Django Under the Hood 2016 summary

I attended this year DjangoUnderTheHood, an event hosted in Amsterdam. This is a highly technical conference focussed on the Django web framework. Talks are usually given by Django core developers, or experienced people, which means there are always interesting talks to hear. DjangoUnderTheHood is probably the best event to meet Django core developers, this year there were 20+ gathered for this event.

The event in itself is held in a nice place, Pakhuis de Zwijger, which is starting to become too small as the number of attendees increases over the years (this was the third annual conference).

The format is quite unusual, with only 9 talks of 1 hour each, which leave the speakers enough space to dive deeply under the hood of Django.

Here we go for the talks!

Channels

The first talk started by explaining the goal of this project, which is one of the most exciting in the Django ecosystem.

The original idea - to open Django to the non-http-request-response cycle - is an impressive ambition, defining the equivalent of WSGI in an asynchronous world: ASGI.

This ambition would cover more than what everyone had hoped for - web sockets in Django - by generalising this approach to other protocols, and not sticking closely to the Django project.

So now, we have a ASGI norm that some web servers can stick to - like Daphne - and that can handle different protocols, like HTTP and web sockets. Channels is the adapter that allows Django to communicate with an ASGI-compatible server and make HTTP requests AND web sockets possible without any extra effort.

In production, you can even keep your traditional gunicorn - or anything else you already have - stack for http requests, and let your load-balancer redirect the web sockets’ requests to Daphne. This lets you begin slowly without any risk.

Plans are to extend the already implemented protocols with email / Slack (XMPP?), and have more than Daphne as ASGI servers.

Testing

Another topic I'm always curious about, as my way of testing has improved (hopefully!) during the past years...

The speaker told us some history about test classes used in Django over years.

It was nice to have a quick reminder of when using SimpleTestCase (no database access), TransactionTestCase (database + transactions), TestCase (database), LiveServerTestCase (live server for integration tests with Selenium for example) and StaticLiveServerTestCase (no need anymore for collectstatic? interesting...).

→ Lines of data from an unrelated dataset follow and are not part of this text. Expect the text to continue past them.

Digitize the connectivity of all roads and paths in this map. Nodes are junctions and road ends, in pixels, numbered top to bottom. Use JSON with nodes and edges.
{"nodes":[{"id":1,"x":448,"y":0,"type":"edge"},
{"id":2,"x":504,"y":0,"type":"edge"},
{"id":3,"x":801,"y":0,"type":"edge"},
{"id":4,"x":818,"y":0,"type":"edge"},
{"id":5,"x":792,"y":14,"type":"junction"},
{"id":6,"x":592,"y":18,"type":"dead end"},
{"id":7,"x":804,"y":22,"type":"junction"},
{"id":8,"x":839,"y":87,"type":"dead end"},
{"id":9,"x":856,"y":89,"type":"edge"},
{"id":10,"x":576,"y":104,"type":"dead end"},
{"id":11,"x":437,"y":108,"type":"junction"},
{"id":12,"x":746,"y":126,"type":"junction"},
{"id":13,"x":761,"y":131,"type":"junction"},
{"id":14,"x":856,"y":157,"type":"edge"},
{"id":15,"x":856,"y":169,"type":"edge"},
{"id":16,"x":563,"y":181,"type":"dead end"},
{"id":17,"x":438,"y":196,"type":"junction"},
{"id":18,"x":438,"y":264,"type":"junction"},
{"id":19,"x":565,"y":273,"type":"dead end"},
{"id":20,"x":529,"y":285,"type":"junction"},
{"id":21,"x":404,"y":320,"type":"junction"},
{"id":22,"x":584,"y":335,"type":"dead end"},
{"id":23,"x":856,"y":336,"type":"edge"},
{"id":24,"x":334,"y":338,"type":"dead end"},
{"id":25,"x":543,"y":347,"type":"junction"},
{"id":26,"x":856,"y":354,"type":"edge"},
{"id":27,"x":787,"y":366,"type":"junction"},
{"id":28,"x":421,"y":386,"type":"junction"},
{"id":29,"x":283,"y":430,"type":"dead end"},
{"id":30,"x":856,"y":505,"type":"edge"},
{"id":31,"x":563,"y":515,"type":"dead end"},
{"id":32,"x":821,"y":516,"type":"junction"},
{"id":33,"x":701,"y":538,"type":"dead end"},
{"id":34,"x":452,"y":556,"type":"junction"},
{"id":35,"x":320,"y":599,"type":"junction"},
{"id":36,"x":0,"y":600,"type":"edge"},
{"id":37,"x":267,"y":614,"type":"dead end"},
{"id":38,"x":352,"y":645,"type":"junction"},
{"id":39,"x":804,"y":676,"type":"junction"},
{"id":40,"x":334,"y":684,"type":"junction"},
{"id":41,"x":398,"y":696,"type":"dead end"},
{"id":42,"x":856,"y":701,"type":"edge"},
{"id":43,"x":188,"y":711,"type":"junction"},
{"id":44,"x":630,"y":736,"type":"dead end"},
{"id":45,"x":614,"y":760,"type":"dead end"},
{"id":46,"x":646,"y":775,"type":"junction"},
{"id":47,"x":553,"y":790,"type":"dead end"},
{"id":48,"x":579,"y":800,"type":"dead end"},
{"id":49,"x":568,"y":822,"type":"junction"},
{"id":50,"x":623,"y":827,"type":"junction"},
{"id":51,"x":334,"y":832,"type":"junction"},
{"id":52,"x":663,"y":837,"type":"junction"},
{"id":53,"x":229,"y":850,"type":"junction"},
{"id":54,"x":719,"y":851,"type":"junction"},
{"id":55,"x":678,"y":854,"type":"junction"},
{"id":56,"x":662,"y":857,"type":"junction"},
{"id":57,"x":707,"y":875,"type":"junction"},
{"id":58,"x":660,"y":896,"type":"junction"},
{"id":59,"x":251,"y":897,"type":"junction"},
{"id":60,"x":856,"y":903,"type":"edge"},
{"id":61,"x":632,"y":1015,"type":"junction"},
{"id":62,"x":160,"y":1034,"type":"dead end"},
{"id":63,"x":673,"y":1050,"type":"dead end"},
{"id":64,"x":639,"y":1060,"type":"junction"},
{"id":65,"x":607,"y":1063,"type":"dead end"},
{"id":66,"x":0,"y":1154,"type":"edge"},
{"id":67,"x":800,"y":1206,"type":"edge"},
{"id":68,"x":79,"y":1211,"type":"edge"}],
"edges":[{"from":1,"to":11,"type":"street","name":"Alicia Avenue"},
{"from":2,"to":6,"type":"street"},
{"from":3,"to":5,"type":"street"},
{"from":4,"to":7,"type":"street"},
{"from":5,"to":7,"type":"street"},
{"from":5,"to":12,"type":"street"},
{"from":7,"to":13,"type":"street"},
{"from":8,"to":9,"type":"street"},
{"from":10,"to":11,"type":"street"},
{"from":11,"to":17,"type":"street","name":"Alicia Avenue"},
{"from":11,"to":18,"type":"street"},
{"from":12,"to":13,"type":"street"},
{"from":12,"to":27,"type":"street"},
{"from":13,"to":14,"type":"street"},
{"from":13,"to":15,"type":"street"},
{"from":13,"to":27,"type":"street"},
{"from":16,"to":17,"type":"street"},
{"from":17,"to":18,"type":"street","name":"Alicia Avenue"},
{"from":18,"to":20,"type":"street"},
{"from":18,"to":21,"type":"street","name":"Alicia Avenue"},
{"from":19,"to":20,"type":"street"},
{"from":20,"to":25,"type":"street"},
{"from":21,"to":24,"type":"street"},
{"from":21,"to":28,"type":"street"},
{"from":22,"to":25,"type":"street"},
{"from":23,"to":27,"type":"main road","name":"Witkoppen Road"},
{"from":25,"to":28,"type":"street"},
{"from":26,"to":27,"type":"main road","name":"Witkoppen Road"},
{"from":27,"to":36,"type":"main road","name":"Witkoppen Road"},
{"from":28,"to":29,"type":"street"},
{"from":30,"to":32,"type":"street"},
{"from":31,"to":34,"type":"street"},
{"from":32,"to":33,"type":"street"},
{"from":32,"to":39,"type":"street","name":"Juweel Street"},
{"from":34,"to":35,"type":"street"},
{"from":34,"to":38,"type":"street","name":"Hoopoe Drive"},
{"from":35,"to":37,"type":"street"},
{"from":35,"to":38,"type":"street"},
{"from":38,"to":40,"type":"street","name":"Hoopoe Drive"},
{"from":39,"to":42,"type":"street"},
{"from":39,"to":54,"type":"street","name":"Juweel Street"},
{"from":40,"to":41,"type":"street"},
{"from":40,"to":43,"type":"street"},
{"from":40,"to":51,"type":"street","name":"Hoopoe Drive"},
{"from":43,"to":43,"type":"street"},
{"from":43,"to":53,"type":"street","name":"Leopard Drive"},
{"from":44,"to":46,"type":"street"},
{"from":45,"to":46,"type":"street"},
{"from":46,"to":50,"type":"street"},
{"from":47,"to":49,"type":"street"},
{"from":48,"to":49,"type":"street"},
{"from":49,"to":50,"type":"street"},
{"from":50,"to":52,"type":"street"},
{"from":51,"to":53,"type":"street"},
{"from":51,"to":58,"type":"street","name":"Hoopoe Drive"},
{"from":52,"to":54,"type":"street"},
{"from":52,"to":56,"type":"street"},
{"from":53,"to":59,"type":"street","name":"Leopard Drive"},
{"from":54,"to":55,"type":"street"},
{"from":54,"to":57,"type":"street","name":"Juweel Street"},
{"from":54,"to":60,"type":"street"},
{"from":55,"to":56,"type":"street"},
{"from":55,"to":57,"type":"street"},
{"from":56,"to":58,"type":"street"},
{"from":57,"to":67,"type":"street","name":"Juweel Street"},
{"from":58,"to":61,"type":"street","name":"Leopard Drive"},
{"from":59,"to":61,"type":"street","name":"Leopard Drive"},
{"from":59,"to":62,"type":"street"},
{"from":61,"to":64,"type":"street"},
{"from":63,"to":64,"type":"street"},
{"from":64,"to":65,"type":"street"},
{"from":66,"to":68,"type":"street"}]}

Some other tips, always useful, were given:

  • don't forget MIRROR parameter in your test settings if you want to create test databases for your replica,
  • use @tag to group your tests, so that you can run tests with only a specific tag, or exclude it,
  • think about setUpTestData if you have several tests that need the same set of data, not altered during these tests.

coverage was also a part of the talk, with an accurate reminder about "low coverage is bad, but high coverage is not ensuring anything".

But this time, the speaker talked about an interesting alternative: "mutation testing".

The idea is to mutate your code at test runtime, for example an AND-condition changed to OR-condition. The mutation library (mutpy) will then consider the tests that were passing and failing when mutated as good, and the ones that don't change their status as bad.

That gives then a percentage of mutation that you can correlate with your percentage of coverage to increase code trust, which sounds interesting if you want to detect which parts of your system are less reliable.

Debugging

This talk was about slow request debugging.

A complex stack is involved every time an end-user accesses our website, from the redirects (?), AppCache, DNS resolution, TCP transfer, Request handling, Response result, browser processing, ...

A non-intuitive statistic showed that only 10-20% of the request is spent on the backend stack. It gives food for thought to invest some time on DNS - CDN configuration, and on HTML/CSS/JavaScript loading.

Going through the different states of document.readyState, and understanding the dependencies between DOM building, CSSOM building and JavaScript execution seems essential for efficient optimisations on the front-end side.

That reminds me to spend a bit of time in the future to go a bit more deeply into it.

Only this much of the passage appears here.